#### The problem:
Pull every line of the entries that has the word "wrist".

********

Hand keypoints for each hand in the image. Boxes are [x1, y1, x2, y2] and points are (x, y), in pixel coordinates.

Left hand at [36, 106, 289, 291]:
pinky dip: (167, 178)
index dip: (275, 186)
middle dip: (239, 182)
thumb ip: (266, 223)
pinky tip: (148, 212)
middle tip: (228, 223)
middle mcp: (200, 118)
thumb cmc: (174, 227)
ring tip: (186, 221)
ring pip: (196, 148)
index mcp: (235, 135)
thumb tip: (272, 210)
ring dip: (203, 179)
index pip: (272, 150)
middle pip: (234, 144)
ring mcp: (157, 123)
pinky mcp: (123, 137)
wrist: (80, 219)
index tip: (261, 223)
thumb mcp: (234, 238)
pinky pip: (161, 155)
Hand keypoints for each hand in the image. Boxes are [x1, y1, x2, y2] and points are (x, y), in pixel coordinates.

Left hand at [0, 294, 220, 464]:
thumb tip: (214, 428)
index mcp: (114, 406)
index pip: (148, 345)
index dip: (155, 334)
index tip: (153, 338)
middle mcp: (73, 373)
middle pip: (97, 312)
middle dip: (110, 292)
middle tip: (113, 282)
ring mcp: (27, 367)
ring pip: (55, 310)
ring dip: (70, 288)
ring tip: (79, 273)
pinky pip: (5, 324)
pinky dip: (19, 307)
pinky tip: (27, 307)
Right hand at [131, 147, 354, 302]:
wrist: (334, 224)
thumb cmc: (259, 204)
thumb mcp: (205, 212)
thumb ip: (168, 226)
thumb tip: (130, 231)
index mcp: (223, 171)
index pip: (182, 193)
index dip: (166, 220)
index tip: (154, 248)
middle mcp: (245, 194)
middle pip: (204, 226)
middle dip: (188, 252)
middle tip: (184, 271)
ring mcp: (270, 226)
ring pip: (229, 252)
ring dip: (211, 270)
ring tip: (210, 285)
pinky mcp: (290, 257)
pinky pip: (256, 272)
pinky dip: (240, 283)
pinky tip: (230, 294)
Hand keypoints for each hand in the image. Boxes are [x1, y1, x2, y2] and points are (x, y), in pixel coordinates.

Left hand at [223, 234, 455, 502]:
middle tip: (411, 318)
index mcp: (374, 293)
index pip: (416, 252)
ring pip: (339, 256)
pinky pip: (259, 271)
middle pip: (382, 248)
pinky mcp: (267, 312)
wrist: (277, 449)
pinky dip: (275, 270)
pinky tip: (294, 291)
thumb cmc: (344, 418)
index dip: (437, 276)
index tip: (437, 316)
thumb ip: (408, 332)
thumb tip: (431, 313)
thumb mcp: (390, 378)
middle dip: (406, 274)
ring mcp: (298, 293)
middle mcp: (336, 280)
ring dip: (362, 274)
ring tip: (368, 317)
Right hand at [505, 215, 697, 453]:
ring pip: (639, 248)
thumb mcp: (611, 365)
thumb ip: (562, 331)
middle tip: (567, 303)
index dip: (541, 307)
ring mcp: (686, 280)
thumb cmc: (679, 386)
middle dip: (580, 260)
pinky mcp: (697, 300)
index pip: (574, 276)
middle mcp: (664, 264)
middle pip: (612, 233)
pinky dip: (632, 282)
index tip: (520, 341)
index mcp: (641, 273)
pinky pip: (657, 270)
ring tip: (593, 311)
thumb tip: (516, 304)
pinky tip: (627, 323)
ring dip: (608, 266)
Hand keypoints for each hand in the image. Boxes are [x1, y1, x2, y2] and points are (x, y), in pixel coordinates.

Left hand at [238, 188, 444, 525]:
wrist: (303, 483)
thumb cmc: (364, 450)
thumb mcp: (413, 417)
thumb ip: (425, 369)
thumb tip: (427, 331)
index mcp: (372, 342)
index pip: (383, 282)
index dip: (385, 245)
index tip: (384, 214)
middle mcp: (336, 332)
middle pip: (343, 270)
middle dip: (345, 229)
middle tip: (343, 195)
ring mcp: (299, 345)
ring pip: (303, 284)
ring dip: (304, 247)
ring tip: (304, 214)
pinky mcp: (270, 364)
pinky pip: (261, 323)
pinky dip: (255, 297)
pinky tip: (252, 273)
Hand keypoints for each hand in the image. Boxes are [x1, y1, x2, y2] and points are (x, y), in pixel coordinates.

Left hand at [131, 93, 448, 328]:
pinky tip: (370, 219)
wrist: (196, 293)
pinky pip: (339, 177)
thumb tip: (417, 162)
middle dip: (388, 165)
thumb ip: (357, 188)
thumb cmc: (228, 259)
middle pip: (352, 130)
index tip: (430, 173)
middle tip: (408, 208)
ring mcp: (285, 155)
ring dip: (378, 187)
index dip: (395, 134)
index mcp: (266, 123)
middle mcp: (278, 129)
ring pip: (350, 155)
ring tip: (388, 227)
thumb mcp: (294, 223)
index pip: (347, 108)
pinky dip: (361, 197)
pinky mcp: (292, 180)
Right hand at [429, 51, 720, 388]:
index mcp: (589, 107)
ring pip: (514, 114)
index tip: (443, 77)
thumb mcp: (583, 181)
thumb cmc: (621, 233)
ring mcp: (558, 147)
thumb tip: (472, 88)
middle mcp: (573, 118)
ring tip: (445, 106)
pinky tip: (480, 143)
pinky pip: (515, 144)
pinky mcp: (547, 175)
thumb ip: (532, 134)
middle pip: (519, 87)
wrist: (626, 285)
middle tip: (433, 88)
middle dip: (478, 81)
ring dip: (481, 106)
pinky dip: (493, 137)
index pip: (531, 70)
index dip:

********

#### Task response:
wrist: (80, 219)
wrist: (334, 224)
wrist: (277, 449)
wrist: (303, 483)
wrist: (196, 293)
wrist: (626, 285)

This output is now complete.